# Wird es 2015 ein neues ZR Race 6.0 geben?



## Speeed (27. Juni 2014)

Hallo,

eigentlich wollte ich mir gerade ein ZR Race 6.0 bestellen, da es aber nicht verfügbar ist, habe ich mich bei Google ein wenig schlau gemacht und bin auf dieses Forum gestossen. 

Kann man davon ausgehen, daß bald ein neues ZR Race 6.0 veröffentlicht wird?

Falls ja, sollte man warten - oder?

Kann man schon abschätzen, ab wann es erhältlich sein wird und ob der Preis bei ca. 599 Euro bleibt?

Danke für Eure Tips und Hinweise.


----------



## bik3rid3r (27. Juni 2014)

Gibt eigentlich von allen Modellen jedes Jahr ein neues. Keine Ahnung, ob das momentane noch 26"/29" ist, das 2015er wird aber auf jeden fall 27,5"/29" sein. Preislich wirds wahrscheinlich ähnlich wie das jetzige 6.0 sein. Wenn das 2014er nicht mehr verfügbar ist, wirst du so oder so warten müssen, da kommen keine mehr nach.

Gesendet von meinem LG-P880 mit Tapatalk


----------



## MTB-News.de




----------



## Speeed (27. Juni 2014)

Ok, danke für die schnelle Antwort - dann werde ich warten.

Ein Bild oder dgl. gibt es noch nirgends, oder?  

(kann es kaum erwarten, mein erstes Radon zu bestellen)


----------



## bik3rid3r (27. Juni 2014)

Schau mal hier:
http://www.mtb-news.de/forum/index.php?threads/684612/

Vll zeigt Chris ja noch was bezüglich der neuen Hardtails 

Gesendet von meinem LG-P880 mit Tapatalk


----------



## Speeed (29. Juni 2014)

Schade, daß es nirgends ein Bild vom 2015er Team gibt.

Die Farbe würde mir ja schon reichen für's Erste.


----------



## edi6800 (29. Juni 2014)

Bodo schrieb mir vor kurzem auf meine Frage, was denn bei den Hardtails zrrace 650b+29 8.0 und den Black Sins an Neuem genen würde:
"15 wohl alles wie Bisher . Gruß Bodo"


----------



## Speeed (29. Juni 2014)

Was heißt das?

Farbe + Ausstattung vom 2015er genau gleich wie das jetzige Modell?


----------



## ChrisStahl (30. Juni 2014)

Die neuen ZR Race und ZR Team in den neuen Radgrössen werden nach dem nächsten shooting vorgestellt.

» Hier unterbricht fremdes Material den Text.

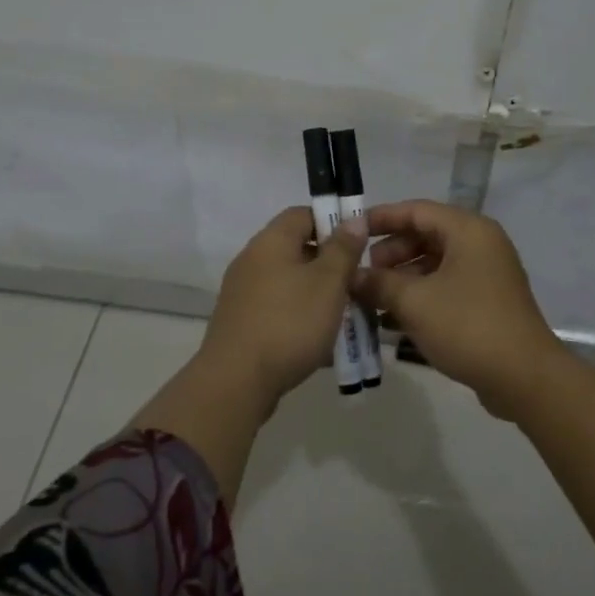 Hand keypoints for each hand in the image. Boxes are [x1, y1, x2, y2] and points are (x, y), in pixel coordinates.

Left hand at [199, 206, 368, 406]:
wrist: (237, 381)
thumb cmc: (290, 323)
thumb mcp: (328, 283)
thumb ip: (343, 249)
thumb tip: (354, 219)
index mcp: (270, 242)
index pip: (302, 214)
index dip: (332, 222)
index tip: (357, 245)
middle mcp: (251, 260)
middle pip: (295, 248)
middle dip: (328, 262)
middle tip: (355, 282)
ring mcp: (242, 292)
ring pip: (288, 281)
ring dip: (316, 292)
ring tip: (343, 313)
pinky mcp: (241, 322)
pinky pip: (277, 307)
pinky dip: (299, 315)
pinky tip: (318, 338)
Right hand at [351, 200, 573, 418]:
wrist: (523, 376)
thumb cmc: (467, 326)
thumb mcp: (415, 302)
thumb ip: (379, 283)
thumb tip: (351, 276)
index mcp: (468, 231)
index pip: (417, 210)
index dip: (381, 218)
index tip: (351, 231)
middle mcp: (480, 244)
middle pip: (426, 236)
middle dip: (390, 253)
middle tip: (362, 274)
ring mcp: (486, 274)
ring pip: (435, 264)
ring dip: (402, 278)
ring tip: (372, 299)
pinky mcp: (487, 301)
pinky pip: (446, 287)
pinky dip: (420, 296)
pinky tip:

Bei technischen fragen vorab PM an Bodo bitte!


----------



## Speeed (30. Juni 2014)

Hi Chris, danke für die Antwort.

Wann wird denn dieses Shooting sein bzw. wann rechnest Du damit, erste Bilder veröffentlichen zu können.

Danke.


----------



## Speeed (30. Juni 2014)

Hi Chris, danke für die Antwort.

Wann wird denn dieses Shooting sein bzw. wann rechnest Du damit, erste Bilder veröffentlichen zu können.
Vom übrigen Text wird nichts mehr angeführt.